A Specific Learning Disability is “a disorder in one or more of the basic psychological processes involved in understanding or in using language, spoken or written, that may manifest itself in the imperfect ability to listen, think, speak, read, write, spell, or do mathematical calculations, including conditions such as perceptual disabilities, brain injury, minimal brain dysfunction, dyslexia, and developmental aphasia. A SLD does not include learning problems that are primarily the result of visual, hearing, or motor disabilities; mental retardation; emotional disturbance; or of environmental, cultural, or economic disadvantage.” (34 CFR §300.8(c)(10)).
What is a PSW Process?
Pattern of Strengths and Weaknesses is a process that is used to determine if a student has a SLD. This process involves the collection of data to determine the following:
The child does not achieve adequately for the student’s age or to meet State approved grade-level standards in one or more of the areas identified at 34 CFR §300.309(a)(1)(i) when provided with learning experiences and instruction appropriate for the child’s age or State-approved grade-level standards.

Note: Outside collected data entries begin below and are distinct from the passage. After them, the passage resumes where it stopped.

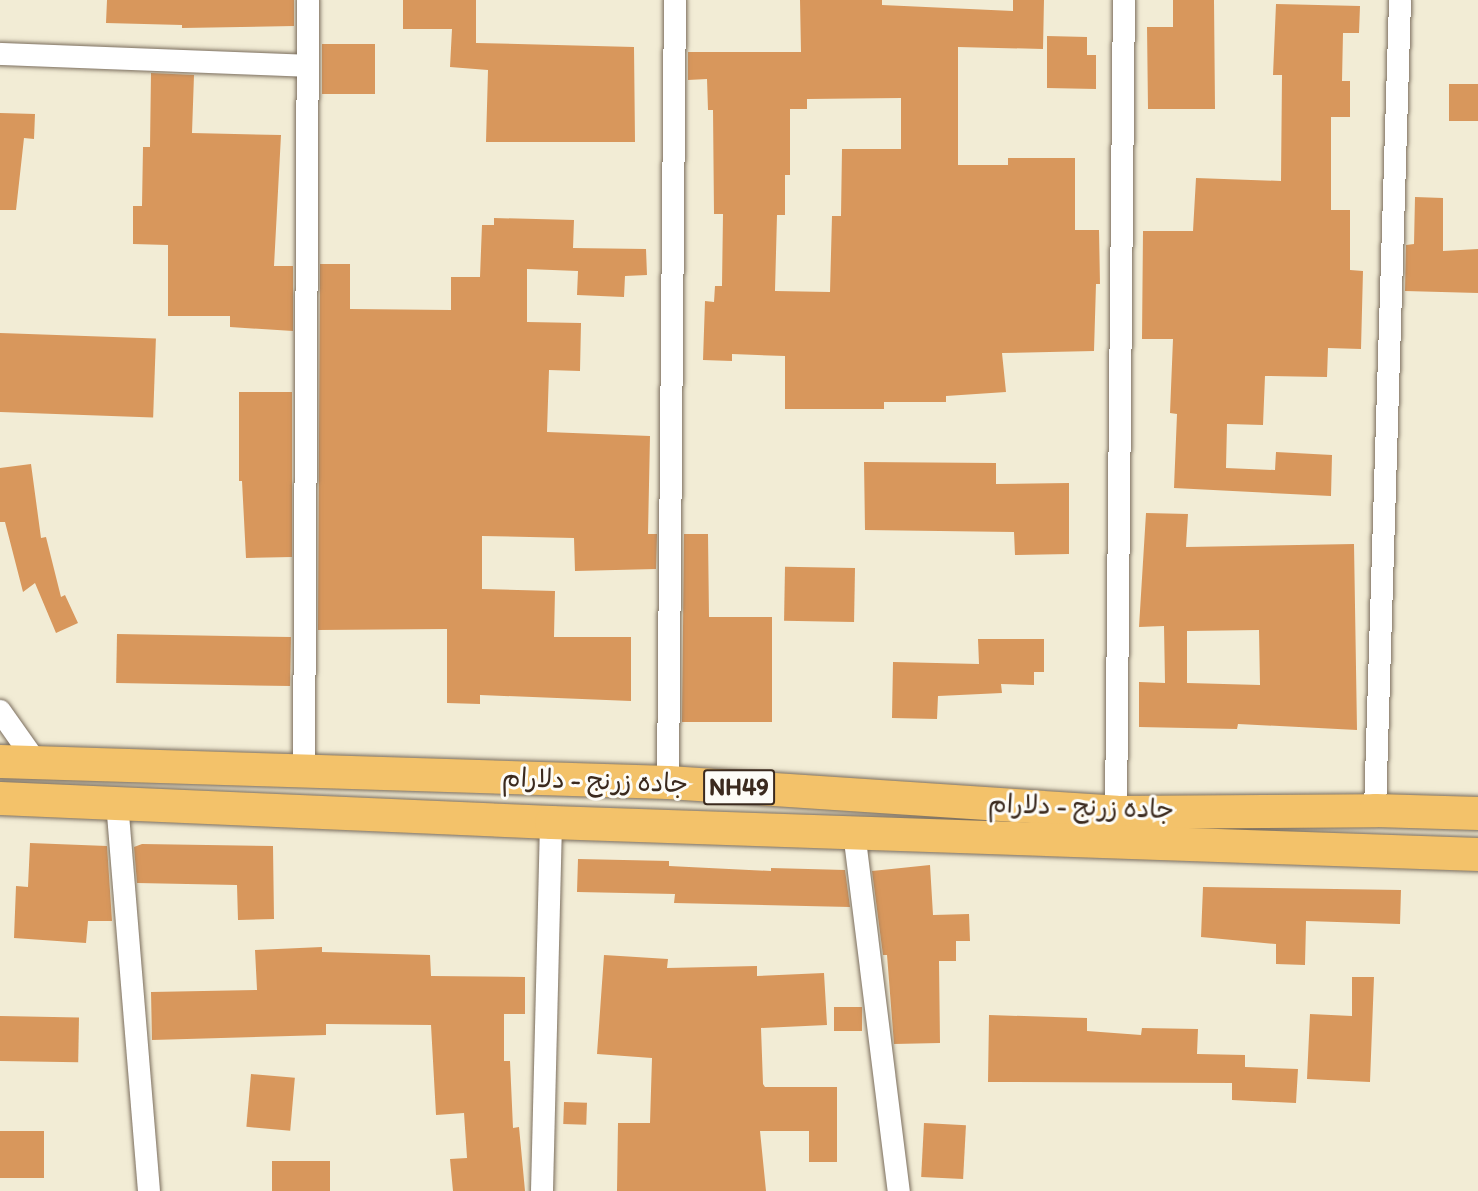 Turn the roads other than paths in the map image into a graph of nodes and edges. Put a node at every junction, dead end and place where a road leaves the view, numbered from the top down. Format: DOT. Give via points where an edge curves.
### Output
graph roads {
  1 [pos="308,0"];
  2 [pos="675,0"];
  3 [pos="1124,0"];
  4 [pos="1400,0"];
  5 [pos="0,54"];
  6 [pos="308,66"];
  7 [pos="0,711"];
  8 [pos="0,761"];
  9 [pos="36,762"];
  10 [pos="304,772"];
  11 [pos="668,782"];
  12 [pos="0,798"];
  13 [pos="117,802"];
  14 [pos="1375,810"];
  15 [pos="1116,812"];
  16 [pos="1478,813"];
  17 [pos="551,822"];
  18 [pos="854,832"];
  19 [pos="1478,854"];
  20 [pos="148,1191"];
  21 [pos="542,1191"];
  22 [pos="900,1191"];
  1 -- 6 [label="street"];
  2 -- 11 [label="street"];
  3 -- 15 [label="street"];
  4 -- 14 [label="street"];
  5 -- 6 [label="street"];
  6 -- 10 [label="street"];
  7 -- 9 [label="street"];
  8 -- 9 [label="highway, جاده زرنج - دلارام / NH49"];
  9 -- 10 [label="highway, جاده زرنج - دلارام / NH49"];
  10 -- 11 [label="highway, جاده زرنج - دلارام / NH49"];
  11 -- 15 [label="highway, جاده زرنج - دلارام / NH49"];
  12 -- 13 [label="highway, جاده زرنج - دلارام / NH49"];
  13 -- 17 [label="highway, جاده زرنج - دلارام / NH49"];
  13 -- 20 [label="street"];
  14 -- 15 [label="highway, جاده زرنج - دلارام / NH49"];
  14 -- 16 [label="highway, جاده زرنج - دلارام / NH49"];
  17 -- 18 [label="highway, جاده زرنج - دلارام / NH49"];
  17 -- 21 [label="street"];
  18 -- 19 [label="highway, جاده زرنج - دلارام / NH49"];
  18 -- 22 [label="street"];
}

The child exhibits a pattern of strengths and weaknesses in performance, achievement, or both, relative to age, State-approved grade-level standards, or intellectual development, that is determined by the group [Multi-disciplinary Evaluation Team (MET)] to be relevant to the identification of a SLD, using appropriate assessments, consistent with the 34 CFR §300.304 (IDEA Evaluation Procedures) and 34 CFR §300.305 (Additional Requirements for Evaluations and Reevaluations).
What is Response to Scientific, Research-Based Intervention Process?

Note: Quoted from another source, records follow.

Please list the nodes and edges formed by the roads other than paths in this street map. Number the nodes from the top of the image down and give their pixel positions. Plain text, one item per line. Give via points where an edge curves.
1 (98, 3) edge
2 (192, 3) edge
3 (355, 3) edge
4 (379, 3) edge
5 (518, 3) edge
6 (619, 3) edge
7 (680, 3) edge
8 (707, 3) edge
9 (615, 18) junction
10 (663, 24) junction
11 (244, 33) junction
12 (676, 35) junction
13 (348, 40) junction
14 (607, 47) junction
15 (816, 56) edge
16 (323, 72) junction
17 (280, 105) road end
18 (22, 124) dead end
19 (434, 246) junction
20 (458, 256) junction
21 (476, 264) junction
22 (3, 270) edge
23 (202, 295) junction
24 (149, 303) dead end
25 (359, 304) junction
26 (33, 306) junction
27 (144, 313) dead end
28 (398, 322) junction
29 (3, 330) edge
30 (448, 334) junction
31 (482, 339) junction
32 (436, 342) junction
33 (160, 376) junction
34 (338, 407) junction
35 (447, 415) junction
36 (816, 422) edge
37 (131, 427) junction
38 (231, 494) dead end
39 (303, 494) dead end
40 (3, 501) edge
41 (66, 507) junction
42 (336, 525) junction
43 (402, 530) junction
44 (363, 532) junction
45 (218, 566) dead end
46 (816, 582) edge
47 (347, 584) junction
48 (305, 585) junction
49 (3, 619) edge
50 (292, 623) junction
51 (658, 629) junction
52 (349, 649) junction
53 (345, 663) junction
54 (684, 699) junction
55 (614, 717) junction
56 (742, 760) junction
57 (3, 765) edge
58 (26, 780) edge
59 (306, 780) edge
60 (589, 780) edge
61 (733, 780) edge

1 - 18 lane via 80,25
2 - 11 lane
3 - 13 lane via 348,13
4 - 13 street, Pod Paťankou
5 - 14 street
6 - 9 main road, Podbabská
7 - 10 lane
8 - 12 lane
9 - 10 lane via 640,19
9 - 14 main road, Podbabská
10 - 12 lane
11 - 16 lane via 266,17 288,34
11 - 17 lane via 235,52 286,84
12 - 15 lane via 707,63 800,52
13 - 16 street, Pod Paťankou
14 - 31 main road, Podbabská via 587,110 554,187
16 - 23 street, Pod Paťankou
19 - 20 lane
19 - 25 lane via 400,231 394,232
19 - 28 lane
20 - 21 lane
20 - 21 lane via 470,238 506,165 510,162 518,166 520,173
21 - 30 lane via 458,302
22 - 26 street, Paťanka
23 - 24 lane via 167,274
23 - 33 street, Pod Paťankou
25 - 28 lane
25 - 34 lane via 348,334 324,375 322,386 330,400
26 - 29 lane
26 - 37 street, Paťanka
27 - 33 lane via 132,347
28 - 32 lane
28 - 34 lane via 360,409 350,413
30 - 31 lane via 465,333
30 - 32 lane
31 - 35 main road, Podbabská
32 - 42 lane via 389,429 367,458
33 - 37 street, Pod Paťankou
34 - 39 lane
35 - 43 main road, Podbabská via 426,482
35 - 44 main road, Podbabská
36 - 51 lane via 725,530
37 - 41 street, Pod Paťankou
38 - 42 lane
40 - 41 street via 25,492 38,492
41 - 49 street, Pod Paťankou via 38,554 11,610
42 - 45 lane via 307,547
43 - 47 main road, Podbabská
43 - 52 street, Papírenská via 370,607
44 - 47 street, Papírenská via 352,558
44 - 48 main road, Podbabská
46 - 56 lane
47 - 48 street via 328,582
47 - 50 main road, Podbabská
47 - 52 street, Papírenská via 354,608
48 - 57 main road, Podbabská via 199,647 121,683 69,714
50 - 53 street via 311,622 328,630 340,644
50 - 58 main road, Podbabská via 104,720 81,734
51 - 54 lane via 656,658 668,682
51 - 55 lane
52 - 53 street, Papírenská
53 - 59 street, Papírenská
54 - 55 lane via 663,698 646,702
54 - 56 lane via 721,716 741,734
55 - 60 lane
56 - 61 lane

Response to Scientific, Research-Based Intervention is a process to determine if a student has a SLD. This process involves the collection of data to determine the following:
The child does not achieve adequately for the child’s age or to meet State approved grade-level standards in one or more of the areas identified at 34 CFR §300.309(a)(1)(i) when provided with learning experiences and instruction appropriate for the child’s age or State-approved grade-level standards.

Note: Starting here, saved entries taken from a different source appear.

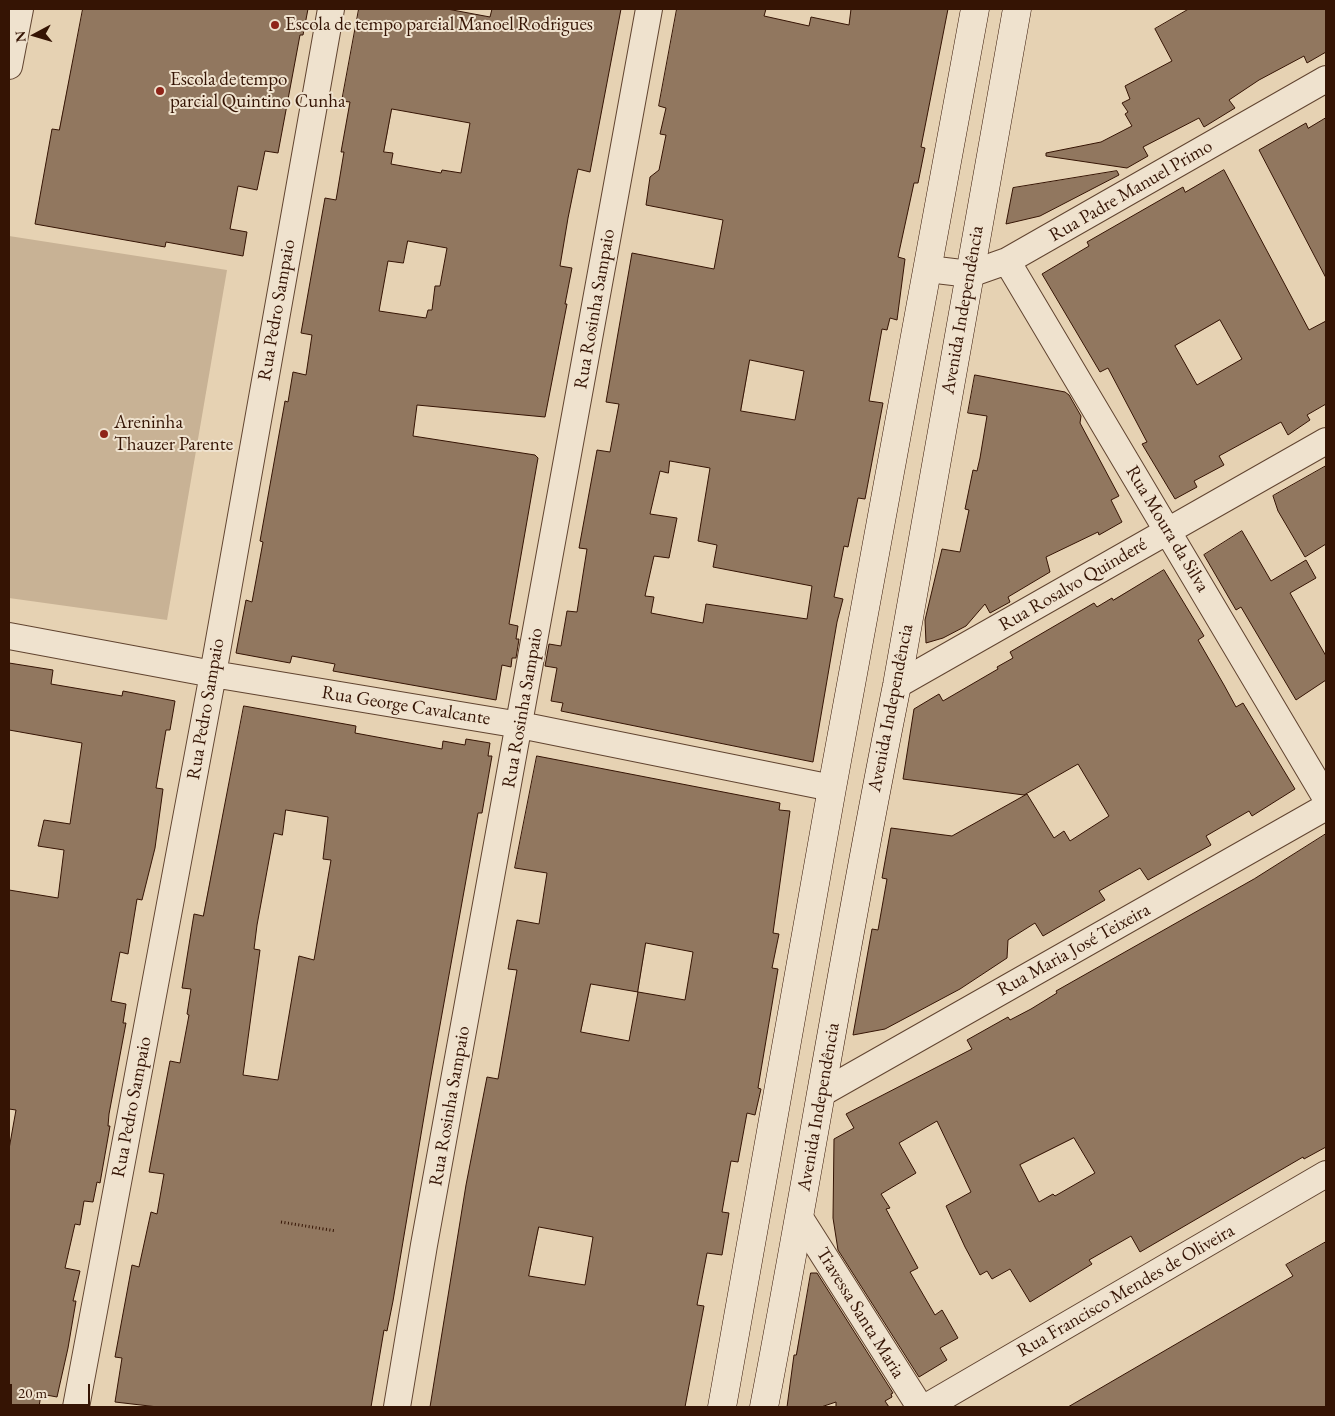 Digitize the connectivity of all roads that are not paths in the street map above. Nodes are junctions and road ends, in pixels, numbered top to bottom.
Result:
1 (20, 9) edge
2 (331, 9) edge
3 (649, 9) edge
4 (975, 9) edge
5 (1017, 9) edge
6 (9, 66) edge
7 (1326, 79) edge
8 (1007, 261) junction
9 (928, 269) junction
10 (970, 274) junction
11 (1326, 441) edge
12 (1168, 532) junction
13 (9, 636) edge
14 (213, 674) junction
15 (897, 685) junction
16 (520, 725) junction
17 (832, 788) junction
18 (1326, 798) edge
19 (1326, 807) edge
20 (822, 1093) junction
21 (1326, 1174) edge
22 (800, 1218) junction
23 (76, 1407) edge
24 (397, 1407) edge
25 (722, 1407) edge
26 (764, 1407) edge
27 (920, 1407) edge
28 (926, 1407) edge

1 - 6 street
2 - 14 street, Rua Pedro Sampaio
3 - 16 street, Rua Rosinha Sampaio
4 - 9 main road
5 - 10 main road, Avenida Independência
7 - 8 street, Rua Padre Manuel Primo
8 - 10 street, Rua Padre Manuel Primo
8 - 12 street, Rua Moura da Silva
9 - 10 street, Rua Padre Manuel Primo
9 - 17 main road
10 - 15 main road, Avenida Independência
11 - 12 street, Rua Rosalvo Quinderé
12 - 15 street, Rua Rosalvo Quinderé
12 - 18 street, Rua Moura da Silva
13 - 14 street, Rua George Cavalcante
14 - 16 street, Rua George Cavalcante
14 - 23 street, Rua Pedro Sampaio
15 - 20 main road, Avenida Independência
16 - 17 street, Rua George Cavalcante
16 - 24 street, Rua Rosinha Sampaio
17 - 25 main road
19 - 20 street, Rua Maria José Teixeira
20 - 22 main road, Avenida Independência
21 - 28 street, Rua Francisco Mendes de Oliveira
22 - 26 main road, Avenida Independência
22 - 27 street, Travessa Santa Maria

The child does not make sufficient progress to meet age or State-approved grade-level standards in one or more of the areas identified at 34 CFR §300.309(a)(1)(i) when using a process based on the child’s response to scientific, research-based intervention.
Source: Michigan Department of Education Office of Special Education and Early Intervention Services (2010). Michigan criteria for determining the existence of a specific learning disability. Lansing, MI.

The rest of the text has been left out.